Interview with Evan Fallenberg, Translator and Author of Light Fell
Published February 14, 2008
I met author Evan Fallenberg at an MFA residency in Vermont earlier this winter. He was there to give a workshop on translation and is in fact helping Vermont College of Fine Arts set up a program in the art. After he left I was perusing the books the local bookseller was peddling at one of the open readings, and I saw his novel, Light Fell among the titles. Curious, I bought it and proceeded to spend every free moment of the next few days completely absorbed in it.

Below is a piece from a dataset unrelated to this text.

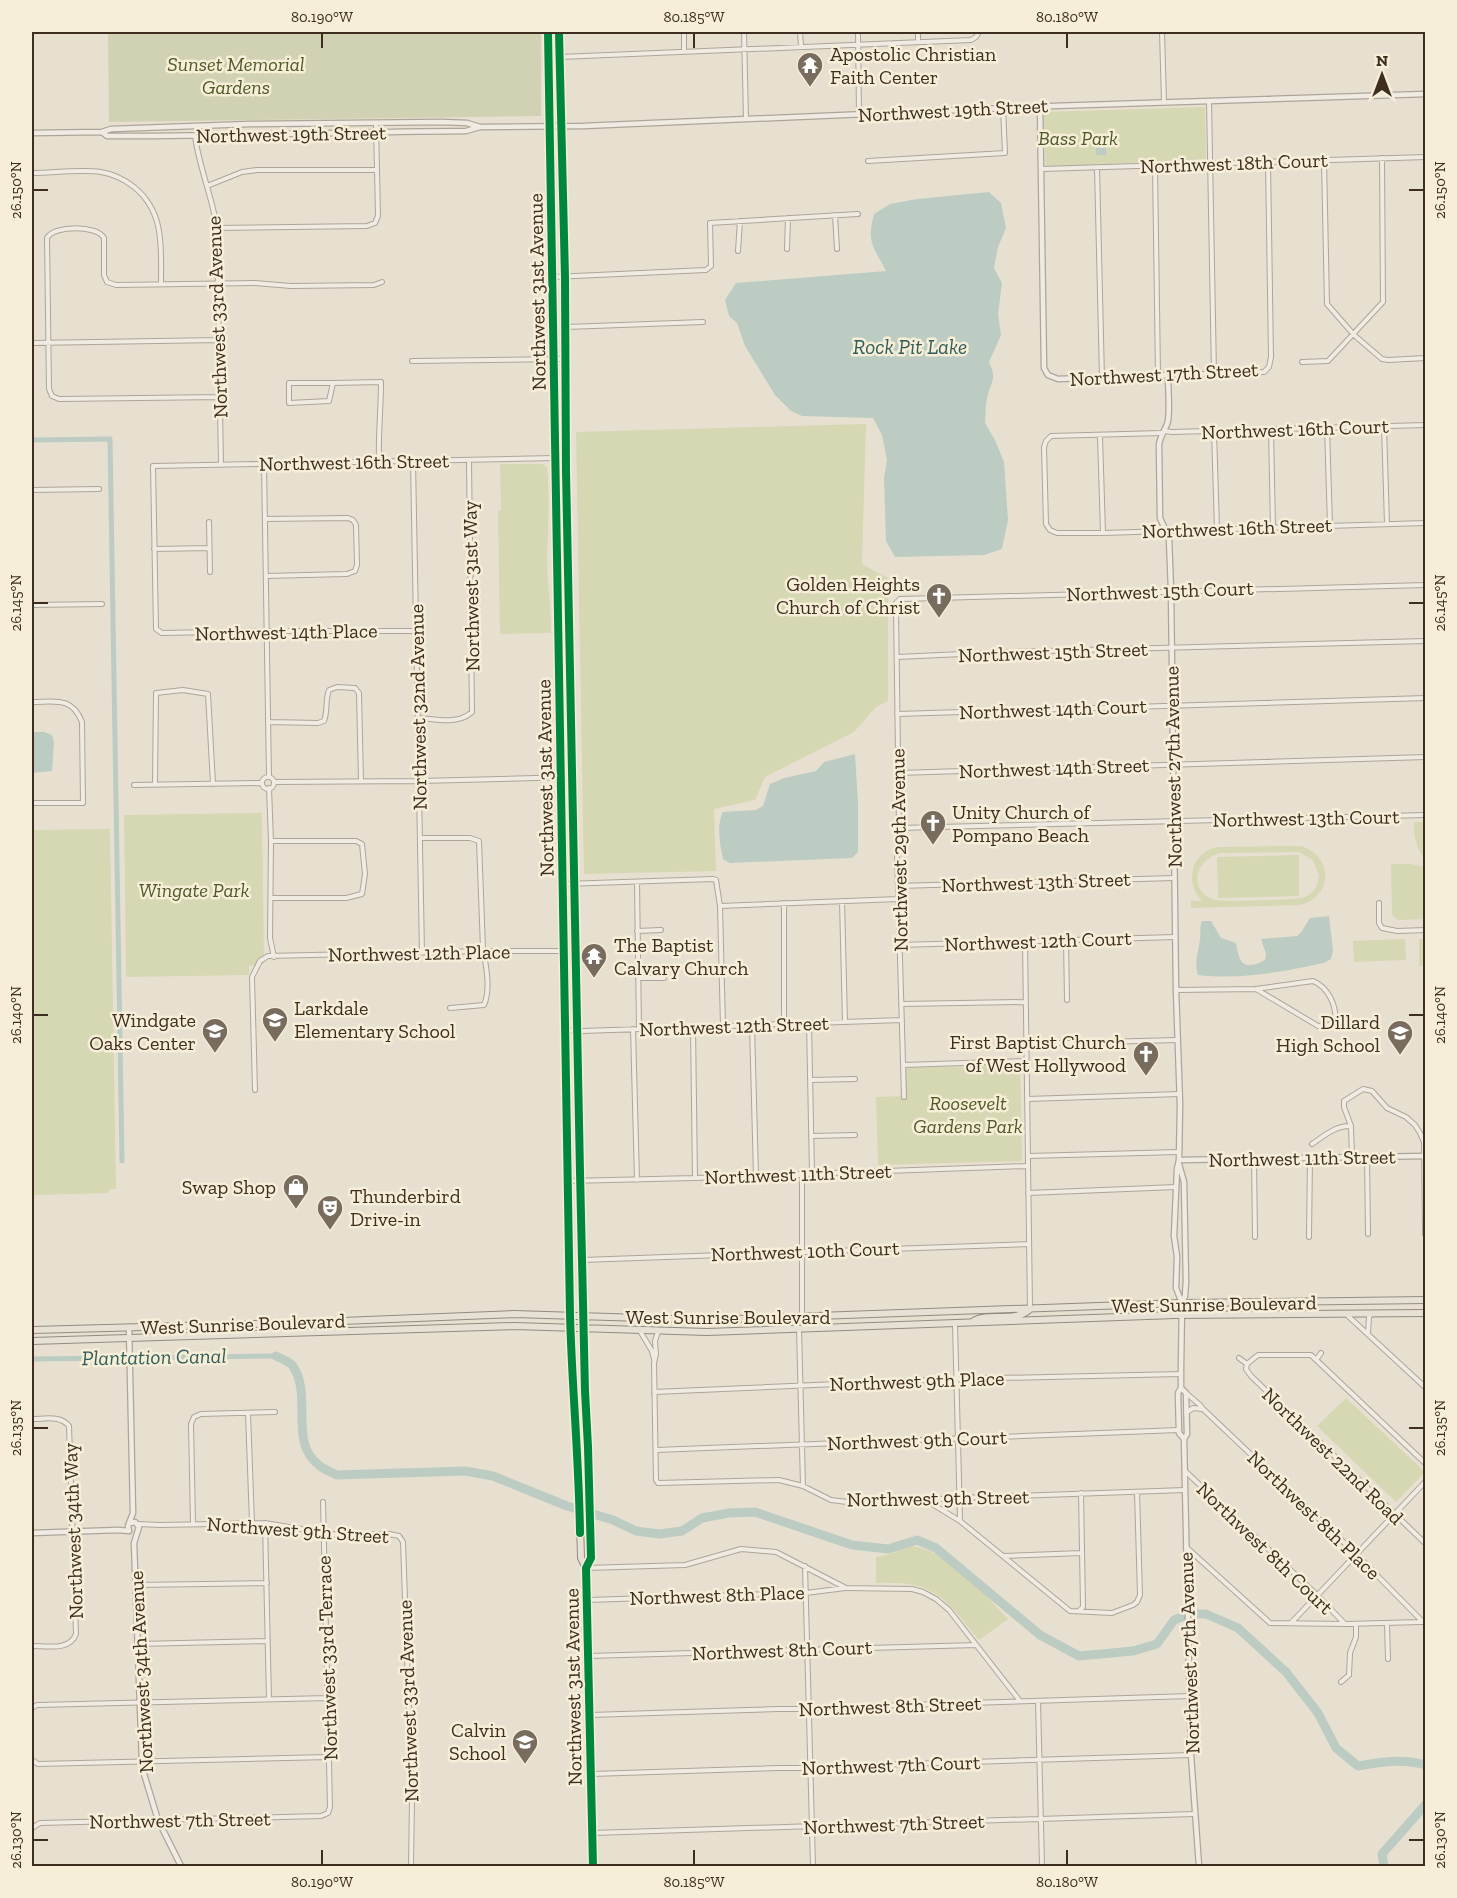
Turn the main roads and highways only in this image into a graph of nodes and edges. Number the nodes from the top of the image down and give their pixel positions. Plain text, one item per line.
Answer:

Light Fell tells the story of Joseph Licht, a literature professor who is about to host a reunion with his with five sons and daughter-in-law for his 50th birthday. With him we look back at how Joseph arrived at the day of this event: his realization about his sexual orientation, his brief and tragic love affair with a married rabbi (I fell in love with Rabbi Rosenzweig too, I have to admit) and the repercussions these self-discoveries bring to his life. We follow Joseph through his struggles with identity, self-worth, spirituality and parenthood, and in the end we are lifted up with him as he achieves tremendous personal growth and rebuilds bonds with his sons.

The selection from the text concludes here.